En la región, las consecuencias de un mayor intervencionismo gubernamental se pueden apreciar con claridad en Argentina. Allí, la creación de varias empresas públicas, como Agua y Saneamientos Argentinos (AySA), en 2006; Energía Argentina (Enarsa), en 2004; Aerolíneas Argentinas, en 1949, entre otras, contribuyeron a la acumulación de la deuda por la pérdida que debía financiar el Estado, pues el gasto en subsidios en conjunto para ellas ascendió a US$ 3,706 millones tan solo en 2015, según la Organización para la Cooperación y el Desarrollo Económico (OCDE). A finales de 2019, la deuda pública argentina era la más grande de América Latina y representaba el 90.2% de su PBI, según su Ministerio de Economía. Lamentablemente, el deterioro fiscal produjo un pésimo desarrollo, con un crecimiento acumulado del 80% entre 1983 y 2020 —cuando países como Chile alcanzaron un 350%—, y una expansión de la pobreza del 16% al 40% en el mismo periodo, según Jorge Remes Lenicov, exministro de Economía argentino.
Esto también se observa en los resultados de la expropiación de Yacimientos Petrolíferos Fiscales (YPF), la empresa energética más grande de Argentina, en 2012, que se llevó a cabo para “recuperar la soberanía y control de un instrumento fundamental”, según el Ministerio de Cultura argentino. No obstante, tras ello, el rating crediticio de YPF comenzó a deteriorarse, al pasar de una calificación B+ en marzo de dicho año —que cataloga a la empresa como “especulativa”, pero no tan lejano del grado de inversión (BBB)— a un CCC en agosto de 2019, lo que implicaba una alta probabilidad de default del repago de sus deudas, según el mismo portal de la empresa. Peor aún, esto tampoco significó una mayor oferta de petróleo, pues entre 2011 y 2019 la producción de YPF disminuyó un 2.8%, según el Instituto Argentino de Petróleo y del Gas.
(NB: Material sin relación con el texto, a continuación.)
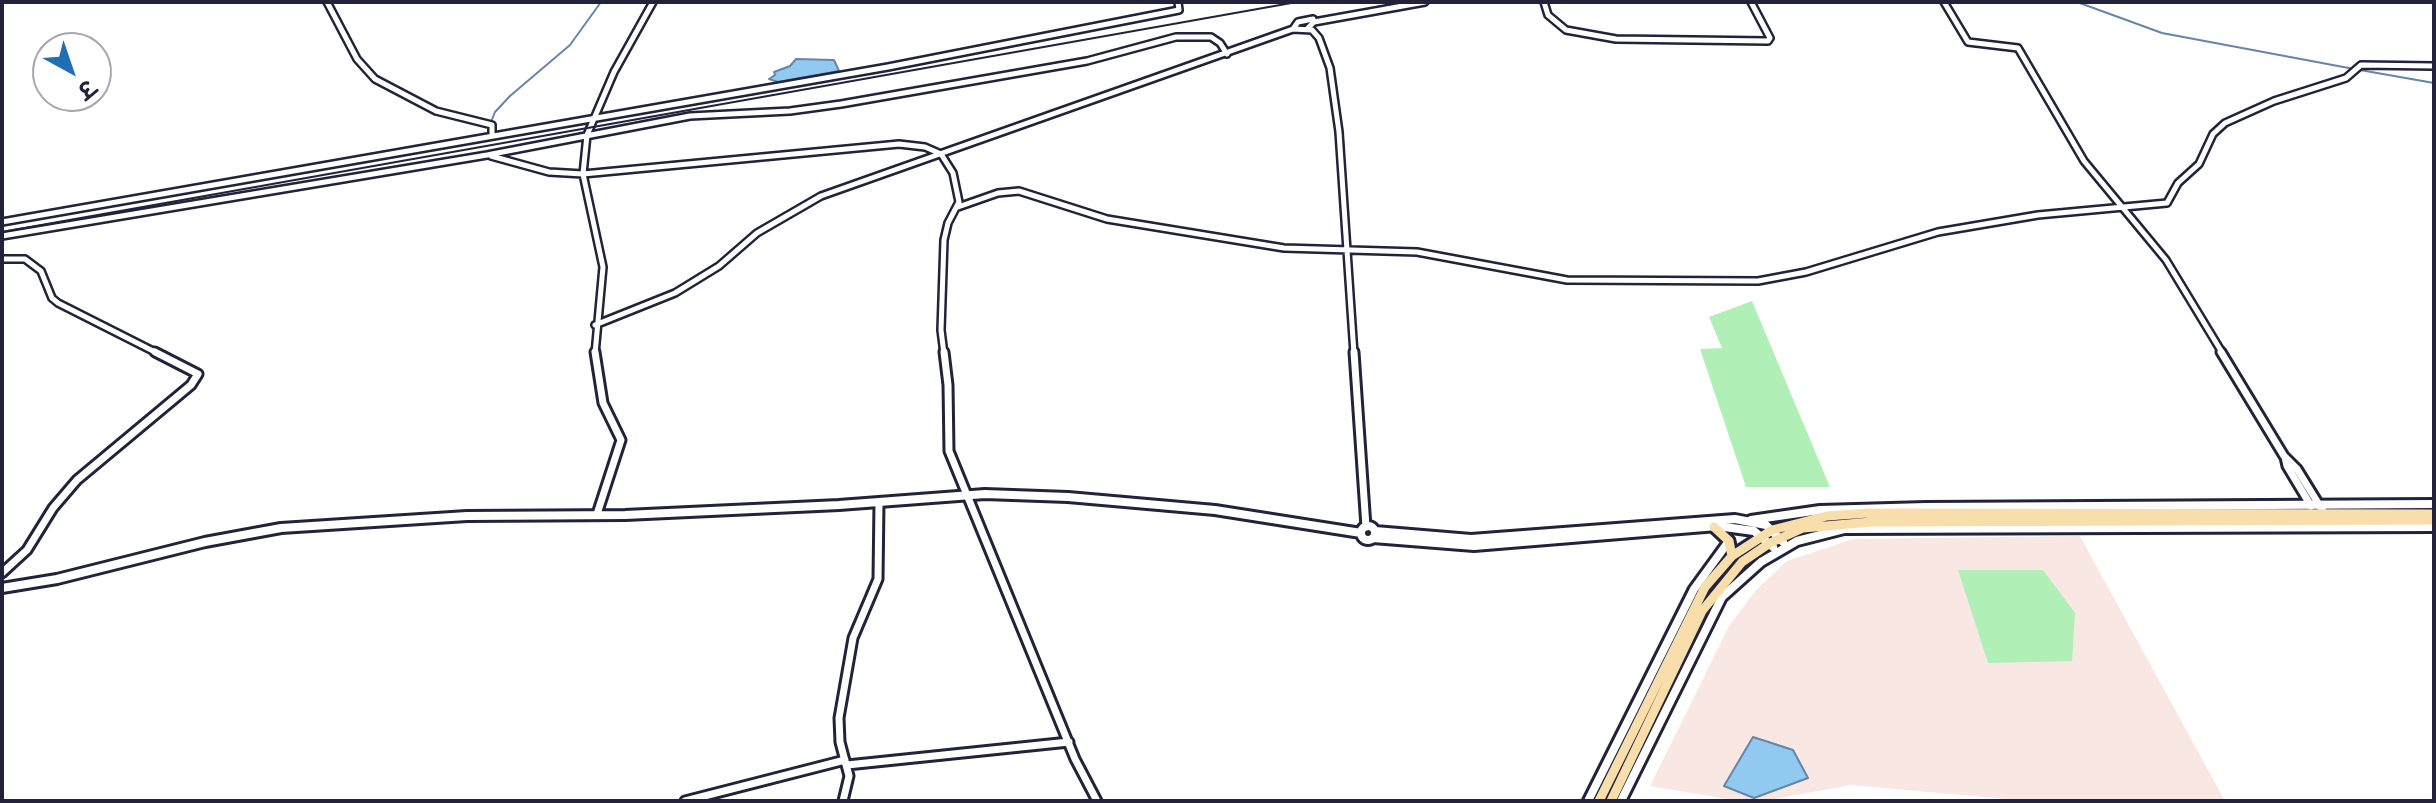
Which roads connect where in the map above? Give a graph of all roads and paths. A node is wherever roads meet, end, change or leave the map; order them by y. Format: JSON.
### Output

No obstante, las propuestas que apuntan a una mayor intervención gubernamental en la economía peruana también desconocen dos factores relevantes: la participación del sector público en “actividades estratégicas” y la baja ejecución del presupuesto. Por ejemplo, el 77% de estudiantes de educación básica pertenecía a escuelas públicas en 2020, pero la inversión pública del sector apenas ascendió a un 54.5% de su presupuesto (ver Semanario 1070), e inclusive la ejecución del sector salud apenas alcanzó un 63.9% en plena pandemia, según el Ministerio de Economía y Finanzas.
Sin duda, resulta poco creíble que los problemas que aquejan al país se solucionarán mágicamente con una mayor intervención gubernamental, sobre todo cuando, a pesar de la relevancia que mantiene en varios sectores, la gestión pública evidencia severas falencias en la administración de recursos.
[1] De acuerdo con el último Monitor Fiscal, el retorno sobre capital invertido (ROE, por sus siglas en inglés) fue siete veces superior en las empresas privadas respecto de las públicas, y estas últimas son más intensivas en empleo, pero registran cerca de la mitad de productividad por trabajador que generan las privadas.